■ What the task asks: Scan the records for "Left" and copy each line that contains it.

***** Records for the exercise *****

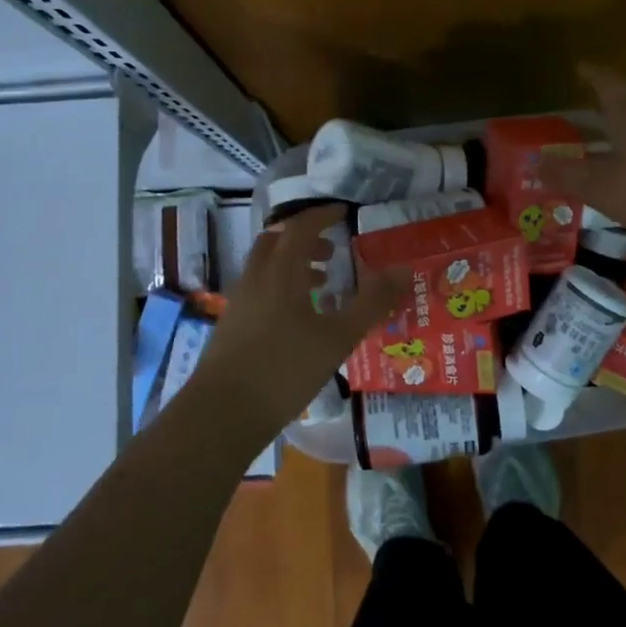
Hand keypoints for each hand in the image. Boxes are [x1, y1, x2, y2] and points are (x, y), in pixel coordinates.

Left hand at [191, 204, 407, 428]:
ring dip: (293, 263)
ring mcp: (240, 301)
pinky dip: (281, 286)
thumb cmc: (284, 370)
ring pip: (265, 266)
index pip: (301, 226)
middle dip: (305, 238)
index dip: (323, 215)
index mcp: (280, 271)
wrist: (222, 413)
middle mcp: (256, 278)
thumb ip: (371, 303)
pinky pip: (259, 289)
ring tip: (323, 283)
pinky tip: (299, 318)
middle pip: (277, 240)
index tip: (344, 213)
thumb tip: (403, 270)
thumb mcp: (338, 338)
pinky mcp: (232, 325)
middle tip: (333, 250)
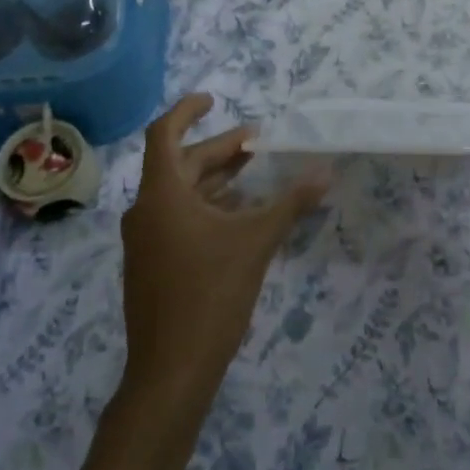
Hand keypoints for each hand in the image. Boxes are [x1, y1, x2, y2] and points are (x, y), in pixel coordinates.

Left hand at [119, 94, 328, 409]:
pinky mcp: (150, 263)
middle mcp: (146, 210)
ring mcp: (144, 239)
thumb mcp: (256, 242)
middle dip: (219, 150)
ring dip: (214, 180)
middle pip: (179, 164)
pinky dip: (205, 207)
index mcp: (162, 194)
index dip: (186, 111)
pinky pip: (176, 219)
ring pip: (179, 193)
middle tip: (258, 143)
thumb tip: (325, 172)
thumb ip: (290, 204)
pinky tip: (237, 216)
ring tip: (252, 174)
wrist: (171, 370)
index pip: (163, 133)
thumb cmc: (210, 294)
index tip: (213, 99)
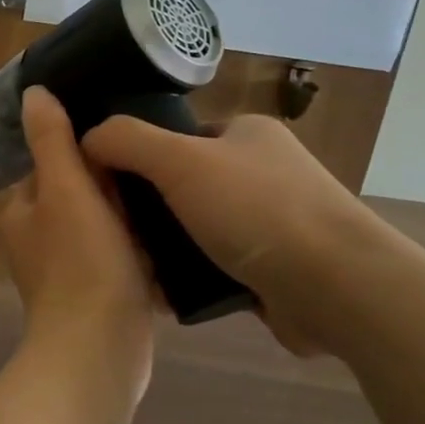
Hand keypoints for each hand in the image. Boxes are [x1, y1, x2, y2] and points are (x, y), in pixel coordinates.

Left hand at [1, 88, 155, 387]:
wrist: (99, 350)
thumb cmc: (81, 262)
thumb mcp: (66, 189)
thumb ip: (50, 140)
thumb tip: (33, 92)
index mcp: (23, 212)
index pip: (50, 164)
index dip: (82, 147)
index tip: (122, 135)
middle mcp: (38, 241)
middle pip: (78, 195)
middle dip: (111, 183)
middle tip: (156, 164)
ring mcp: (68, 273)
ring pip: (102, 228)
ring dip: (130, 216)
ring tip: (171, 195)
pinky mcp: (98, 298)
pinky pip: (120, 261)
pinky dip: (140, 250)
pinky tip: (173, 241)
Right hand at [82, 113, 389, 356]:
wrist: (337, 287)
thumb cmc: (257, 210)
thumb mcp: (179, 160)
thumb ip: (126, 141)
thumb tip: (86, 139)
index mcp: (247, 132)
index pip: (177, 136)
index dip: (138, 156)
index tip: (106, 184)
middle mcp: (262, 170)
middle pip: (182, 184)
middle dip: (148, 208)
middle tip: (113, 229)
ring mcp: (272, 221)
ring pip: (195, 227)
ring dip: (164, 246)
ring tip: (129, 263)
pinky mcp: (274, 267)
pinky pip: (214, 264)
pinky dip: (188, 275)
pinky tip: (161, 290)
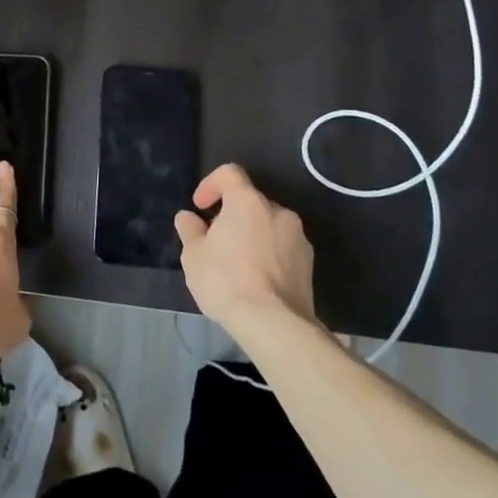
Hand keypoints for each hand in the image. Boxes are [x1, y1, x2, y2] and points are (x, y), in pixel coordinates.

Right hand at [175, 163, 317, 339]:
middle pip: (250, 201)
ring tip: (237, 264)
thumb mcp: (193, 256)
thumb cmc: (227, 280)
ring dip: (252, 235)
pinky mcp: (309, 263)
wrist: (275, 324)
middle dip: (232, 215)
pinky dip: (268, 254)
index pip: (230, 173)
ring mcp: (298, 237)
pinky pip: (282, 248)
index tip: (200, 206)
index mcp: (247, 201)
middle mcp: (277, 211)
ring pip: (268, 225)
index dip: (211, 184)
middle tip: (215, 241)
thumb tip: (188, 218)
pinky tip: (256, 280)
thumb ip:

*****

■ Task result:
Left hand at [191, 204, 407, 428]:
Left hand at [119, 94, 328, 409]:
Left hand at [1, 88, 155, 387]:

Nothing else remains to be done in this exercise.